- _Work instructions_: Could all of the entries be written out exactly, with any pictures omitted?

Provided records: Begin

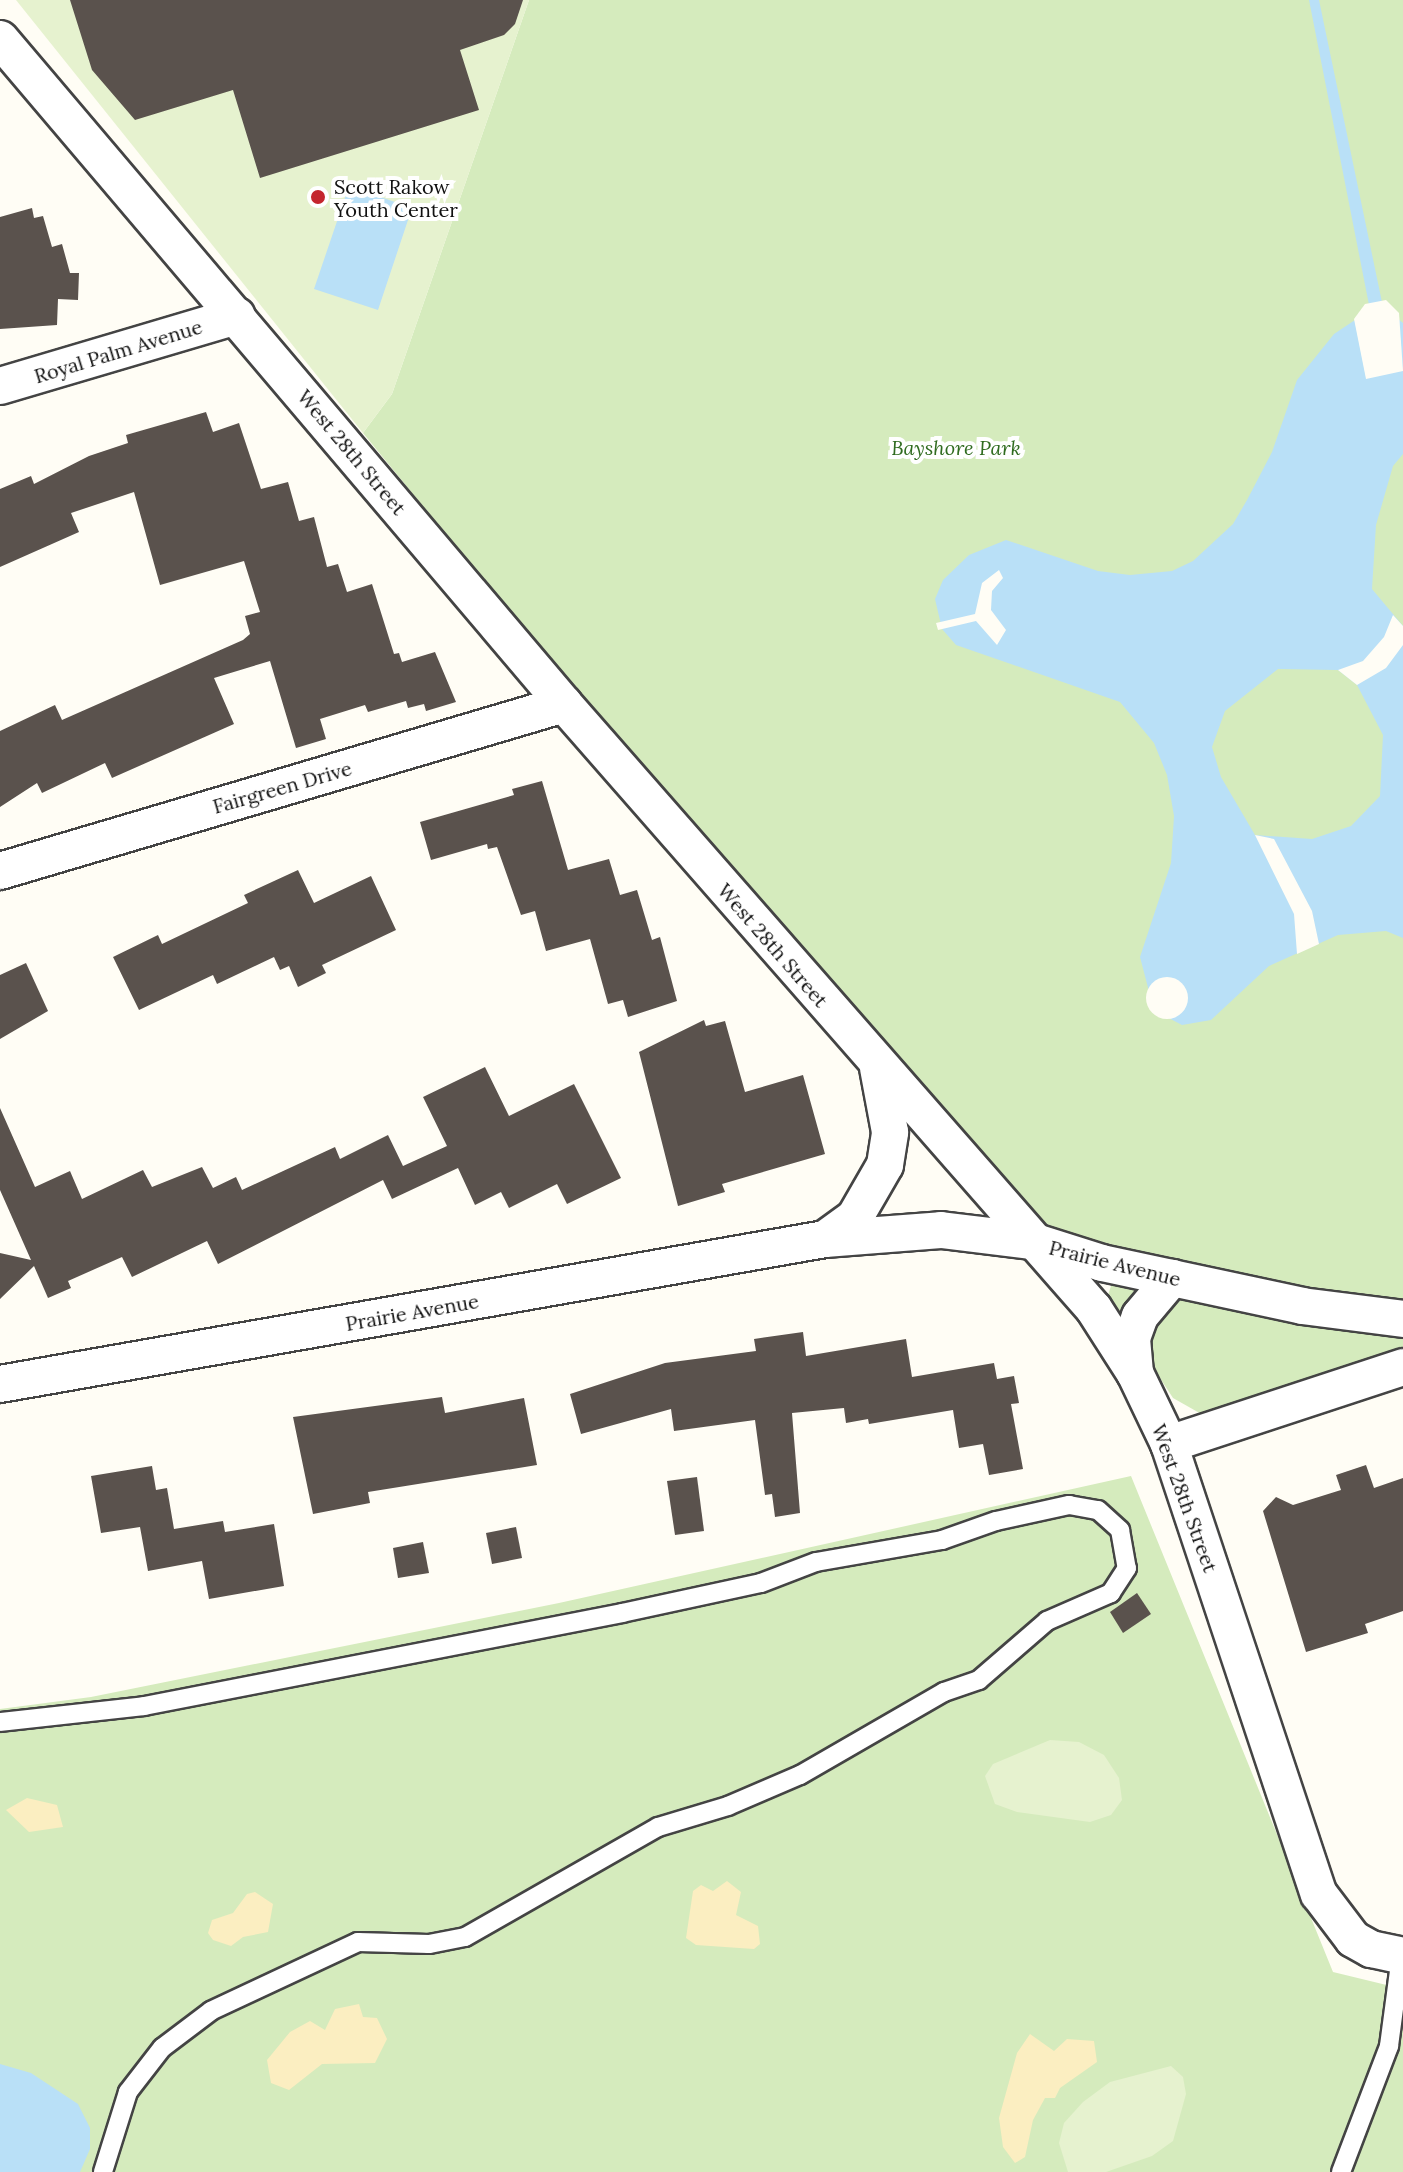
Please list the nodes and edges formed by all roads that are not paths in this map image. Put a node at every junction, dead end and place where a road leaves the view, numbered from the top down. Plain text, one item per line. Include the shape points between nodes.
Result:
1 (0, 39) edge
2 (237, 316) junction
3 (0, 386) edge
4 (564, 704) junction
5 (0, 871) edge
6 (878, 1066) junction
7 (825, 1239) junction
8 (1032, 1241) junction
9 (1172, 1278) junction
10 (1403, 1319) edge
11 (1403, 1367) edge
12 (1135, 1373) junction
13 (0, 1384) edge
14 (1169, 1444) junction
15 (0, 1722) edge
16 (1392, 1953) edge
17 (103, 2172) edge
18 (1341, 2172) edge

1 - 2 street, West 28th Street
2 - 3 street, Royal Palm Avenue
2 - 4 street, West 28th Street
4 - 5 street, Fairgreen Drive
4 - 6 street, West 28th Street
6 - 7 street, Prairie Avenue via 890,1132 885,1165 855,1217
6 - 8 street, West 28th Street
7 - 8 street, Prairie Avenue via 941,1230
7 - 13 street, Prairie Avenue
8 - 9 street, Prairie Avenue
8 - 12 street, West 28th Street via 1094,1309
9 - 10 street, Prairie Avenue via 1302,1306
9 - 12 street via 1140,1316 1132,1338
11 - 14 street
12 - 14 street, West 28th Street
14 - 16 street, West 28th Street via 1319,1894 1353,1939
15 - 17 lane via 144,1706 622,1613 761,1583 816,1562 942,1540 1069,1505 1098,1510 1120,1530 1127,1568 1111,1593 1047,1621 979,1680 944,1692 800,1775 728,1806 658,1827 465,1937 429,1944 358,1942 211,2011 162,2048 128,2092
16 - 18 lane via 1389,2046

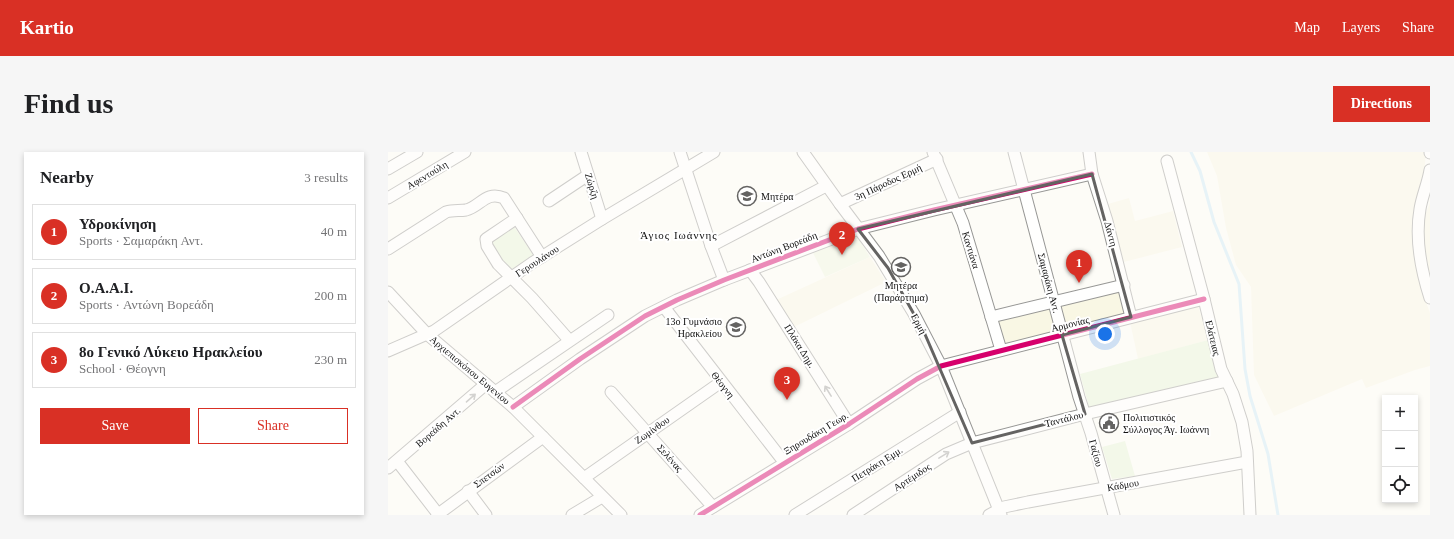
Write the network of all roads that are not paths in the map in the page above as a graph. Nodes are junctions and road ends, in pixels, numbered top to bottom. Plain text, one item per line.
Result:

Provided records: End

- _Task response_:
Please list the nodes and edges formed by all roads that are not paths in this map image. Put a node at every junction, dead end and place where a road leaves the view, numbered from the top down. Plain text, one item per line. Include the shape points between nodes.
Result:
1 (0, 39) edge
2 (237, 316) junction
3 (0, 386) edge
4 (564, 704) junction
5 (0, 871) edge
6 (878, 1066) junction
7 (825, 1239) junction
8 (1032, 1241) junction
9 (1172, 1278) junction
10 (1403, 1319) edge
11 (1403, 1367) edge
12 (1135, 1373) junction
13 (0, 1384) edge
14 (1169, 1444) junction
15 (0, 1722) edge
16 (1392, 1953) edge
17 (103, 2172) edge
18 (1341, 2172) edge

1 - 2 street, West 28th Street
2 - 3 street, Royal Palm Avenue
2 - 4 street, West 28th Street
4 - 5 street, Fairgreen Drive
4 - 6 street, West 28th Street
6 - 7 street, Prairie Avenue via 890,1132 885,1165 855,1217
6 - 8 street, West 28th Street
7 - 8 street, Prairie Avenue via 941,1230
7 - 13 street, Prairie Avenue
8 - 9 street, Prairie Avenue
8 - 12 street, West 28th Street via 1094,1309
9 - 10 street, Prairie Avenue via 1302,1306
9 - 12 street via 1140,1316 1132,1338
11 - 14 street
12 - 14 street, West 28th Street
14 - 16 street, West 28th Street via 1319,1894 1353,1939
15 - 17 lane via 144,1706 622,1613 761,1583 816,1562 942,1540 1069,1505 1098,1510 1120,1530 1127,1568 1111,1593 1047,1621 979,1680 944,1692 800,1775 728,1806 658,1827 465,1937 429,1944 358,1942 211,2011 162,2048 128,2092
16 - 18 lane via 1389,2046

Write the network of all roads that are not paths in the map in the page above as a graph. Nodes are junctions and road ends, in pixels, numbered top to bottom. Plain text, one item per line.
Result:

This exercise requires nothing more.